Pizza and probiotics: a cure for covid-19
You are what you quarantine: the global shutdown has boosted the fortunes of online delivery services and fast food makers.
For some companies—and their shareholders—the coronavirus has been just what the doctor ordered. And when you look at some of the companies that are benefiting from the hiatus—Amazon and Netflix come to mind—you also get an idea of what those under house arrest are up to.
Another riser was wide-moat Danish fast food maker Chr. Hansen, which jumped 10 per cent, taking with it the pan-European benchmark. The coronavirus has given us a short-term boost, the company said, because more people are gorging on frozen pizzas and probiotics to bolster their immune system. Other big movers of course were Amazon and Netflix. Both posted records on Thursday.
The new equation seems to be: covid-19 equals online streaming plus home delivery of goods. In other news, one in seven Americans have filed for unemployment benefits. Stay sane, you’re all in this together.
When he wasn’t watching Netflix and eating pizza, Morningstar and Firstlinks editorial director Graham Hand used his quarantine time to take the temperature of his army of readers. Have we seen the worst of it? Are you investing? How long will it take to reverse things? By late Thursday, more than 700 had responded, making for an interesting sample.
“Everyone is feeling it in some way,” Hand says, “although a surprisingly optimistic 39 per cent responded, ‘mainly, I see this as a good investing opportunity.’" And readers are pretty much split on the time it will take to recover: 42 per cent say it will be L-shaped (two years or longer); and 42 per cent think it will be U-shaped (a year to 18 months). The survey also shows which asset class most respondents have invested in since the sell-off and what a post-covid budget might entail (hint: personal tax).
Companies, of course, face a Darwinian reckoning as the flood of capital raisings suggests. To that end, Emma Rapaport got the calculator out this week and sat down with Gareth James to nut out how to identify a company in distress. You’ll also want to check out Rapaport’s list of those that are better placed—and those that aren't.
For income investors, another disconcerting development is the evaporation of dividends. Popping up with alarming consistency in analyst reports these days is the phrase “we assume no dividends for the next 18 months”. However, you may also like to consider the words of Morningstar analyst Adrian Atkins, who covers Spark Infrastructure.
“Recent discussions with management leave us comfortable recommending the stock to income-oriented investors,” Atkins says. “At the current price, it trades at a 20 per cent discount to our unchanged $2.40 fair value estimate and offers a forecast 6.2 per cent 2021 distribution yield, with franking likely to average about 35 per cent over the medium term.”
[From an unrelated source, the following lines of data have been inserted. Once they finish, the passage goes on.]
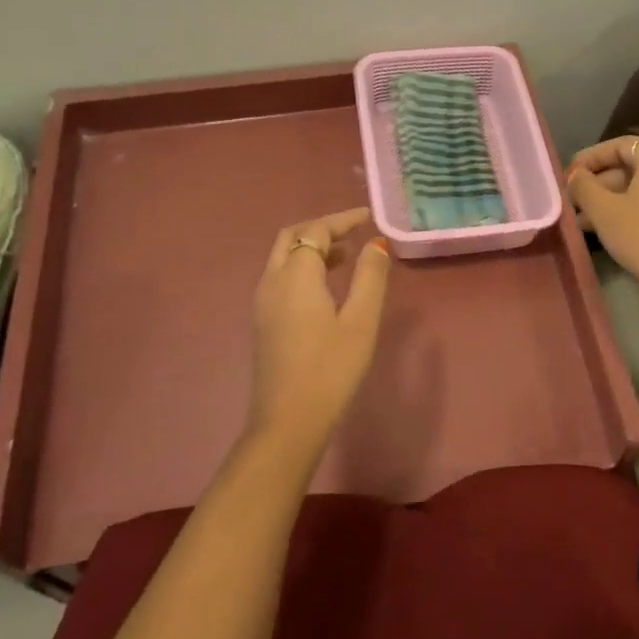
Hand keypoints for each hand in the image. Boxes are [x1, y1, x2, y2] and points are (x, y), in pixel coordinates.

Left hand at [249, 208, 392, 452]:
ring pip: (283, 256)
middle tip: (353, 231)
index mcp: (295, 275)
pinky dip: (302, 266)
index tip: (368, 217)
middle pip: (292, 236)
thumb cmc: (330, 369)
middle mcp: (272, 280)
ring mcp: (262, 301)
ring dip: (311, 247)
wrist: (287, 421)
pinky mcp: (263, 320)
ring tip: (347, 254)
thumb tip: (376, 244)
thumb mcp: (360, 321)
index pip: (316, 230)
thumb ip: (370, 277)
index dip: (342, 220)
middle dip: (322, 228)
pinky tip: (326, 285)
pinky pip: (280, 276)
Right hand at [566, 136, 638, 291]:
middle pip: (633, 166)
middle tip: (575, 201)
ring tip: (586, 221)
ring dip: (615, 199)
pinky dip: (636, 208)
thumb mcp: (604, 211)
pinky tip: (614, 228)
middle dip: (600, 183)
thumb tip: (576, 176)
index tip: (569, 175)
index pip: (619, 145)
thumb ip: (583, 186)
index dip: (590, 158)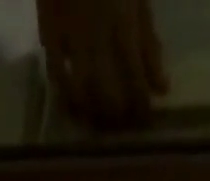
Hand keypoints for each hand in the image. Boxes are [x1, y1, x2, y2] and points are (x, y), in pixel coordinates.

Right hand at [37, 0, 167, 130]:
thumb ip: (149, 44)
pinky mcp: (48, 27)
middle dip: (115, 117)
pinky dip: (65, 92)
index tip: (143, 122)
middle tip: (119, 125)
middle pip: (107, 95)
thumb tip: (162, 90)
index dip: (140, 110)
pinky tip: (72, 102)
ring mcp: (69, 33)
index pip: (136, 84)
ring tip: (96, 120)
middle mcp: (96, 36)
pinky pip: (55, 72)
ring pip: (80, 91)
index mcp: (123, 26)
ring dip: (89, 112)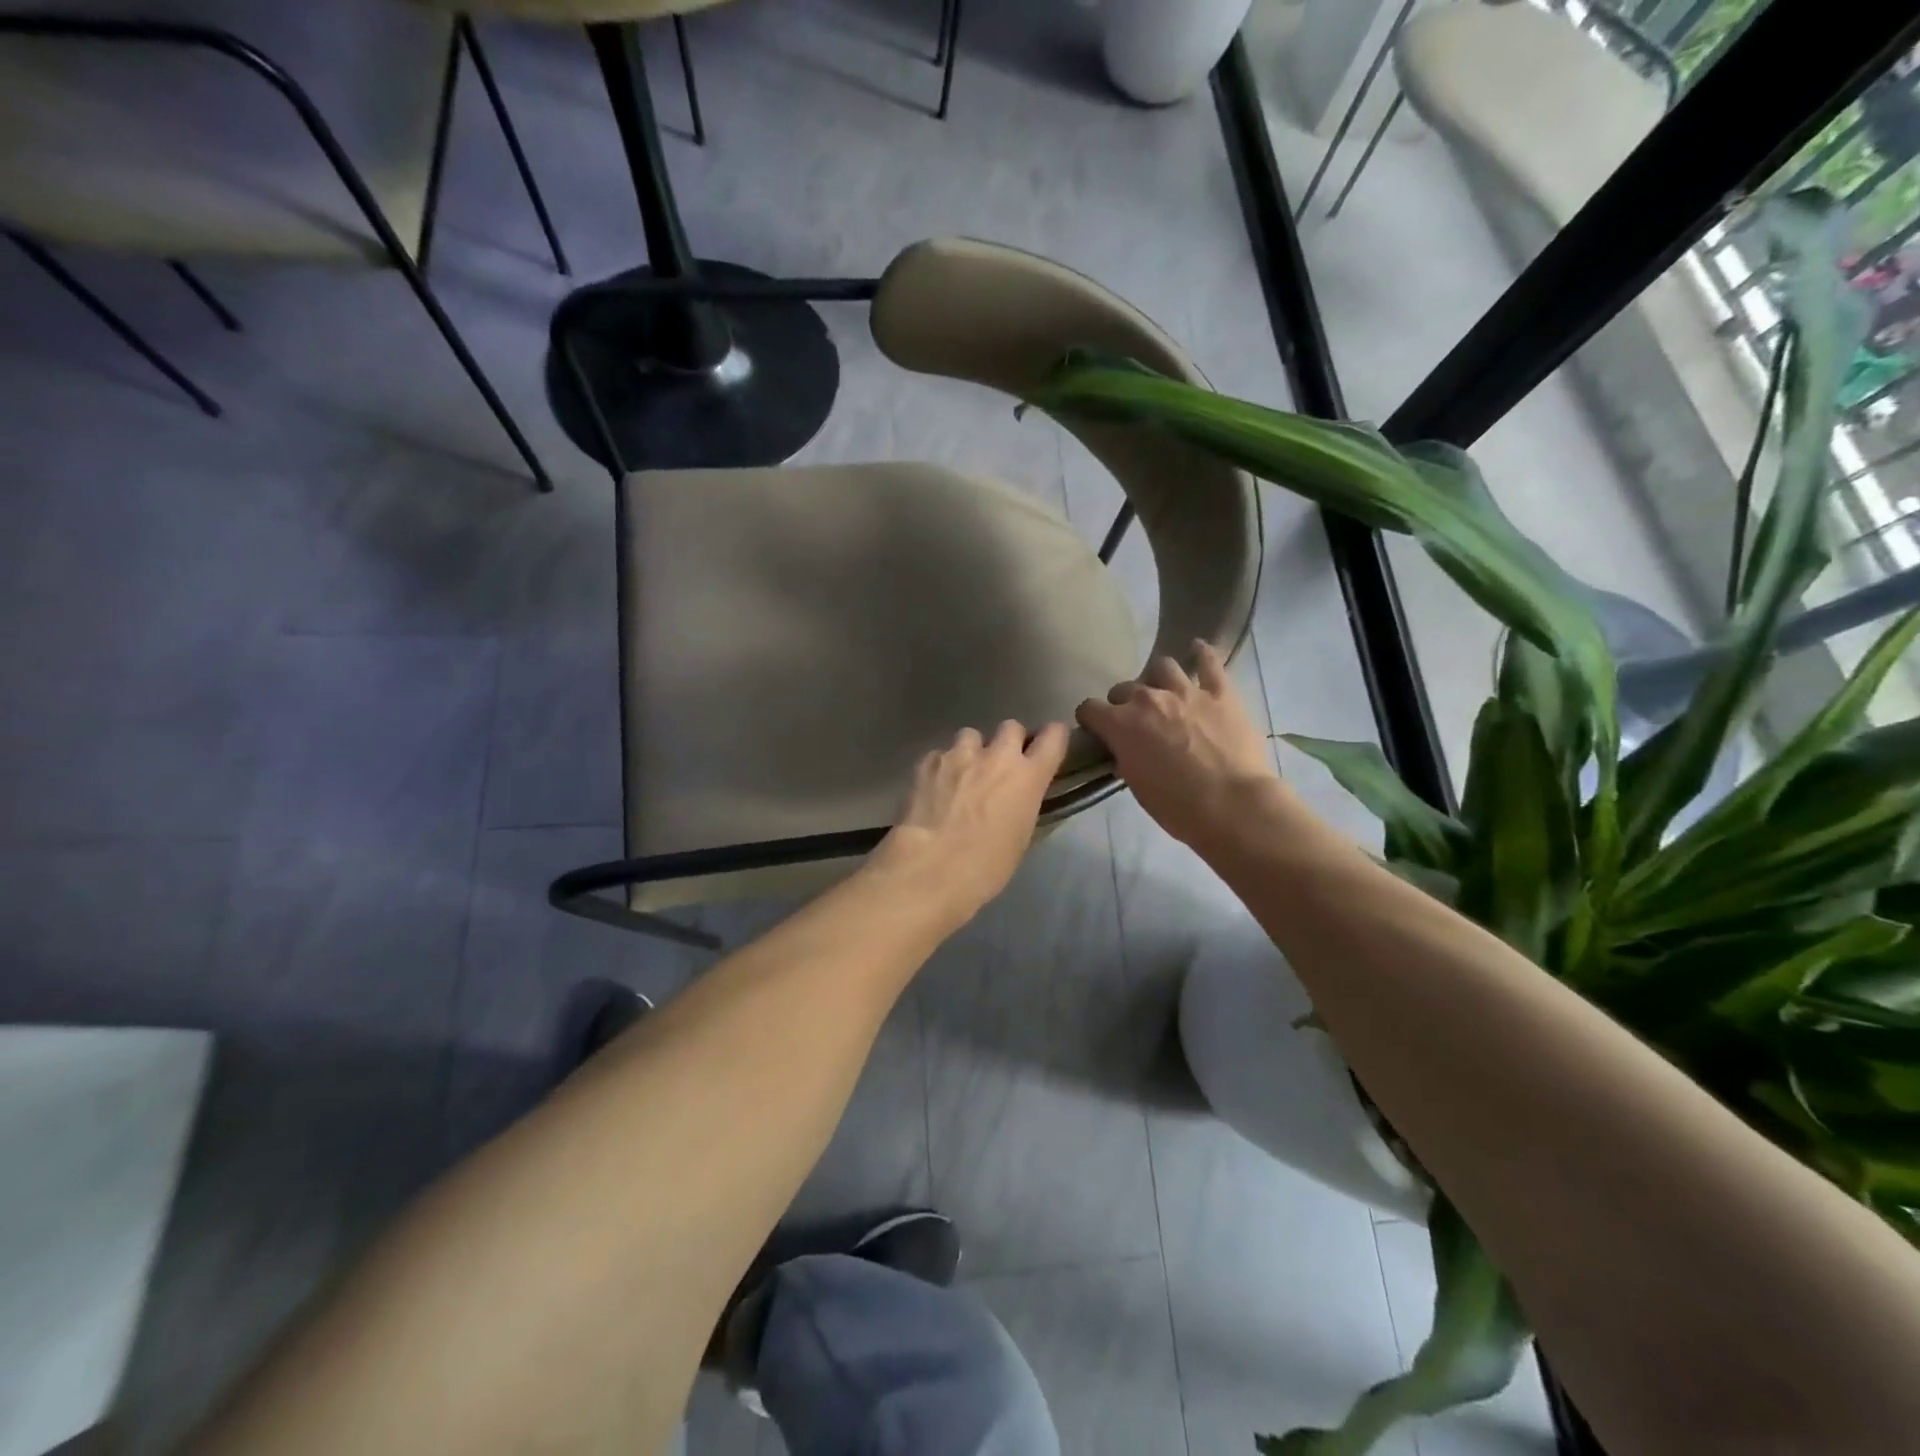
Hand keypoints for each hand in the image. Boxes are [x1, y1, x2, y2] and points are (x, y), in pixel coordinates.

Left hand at [870, 720, 1070, 926]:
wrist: (929, 868)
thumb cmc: (985, 866)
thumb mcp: (1020, 839)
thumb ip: (1024, 806)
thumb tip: (1018, 799)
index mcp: (1028, 777)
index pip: (1053, 736)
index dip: (1053, 737)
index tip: (1047, 747)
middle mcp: (997, 756)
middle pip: (1011, 727)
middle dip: (1009, 741)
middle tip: (1001, 766)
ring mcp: (959, 755)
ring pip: (971, 735)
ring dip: (972, 750)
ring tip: (963, 774)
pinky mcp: (928, 762)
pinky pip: (941, 754)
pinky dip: (942, 766)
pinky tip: (936, 787)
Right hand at [1077, 641, 1281, 849]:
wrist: (1233, 805)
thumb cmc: (1178, 806)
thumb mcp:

Elsewhere, Anthony Fensom examines whether listed investment companies still have a place in your portfolio, as the debate continues to stir about how investors pay for these products; Morningstar’s personal finance director Christine Benz weighs the worth of bonds in this low-rate world, and draws some interesting conclusions; Glenn Freeman unearths some defensive picks; and Morningstar Investment Management’s Ian Tam reminds us that markets do crash more frequently than our recency-biased minds care to remember—but they also recover.
And in the interests of beginning the weekend on a bright note, it was a good week for Gilead Sciences, which, as we told you last week, is forging ahead with its antiviral medicine remdesivir. Early data shows it's helping sufferers of covid-19 make a swift recovery.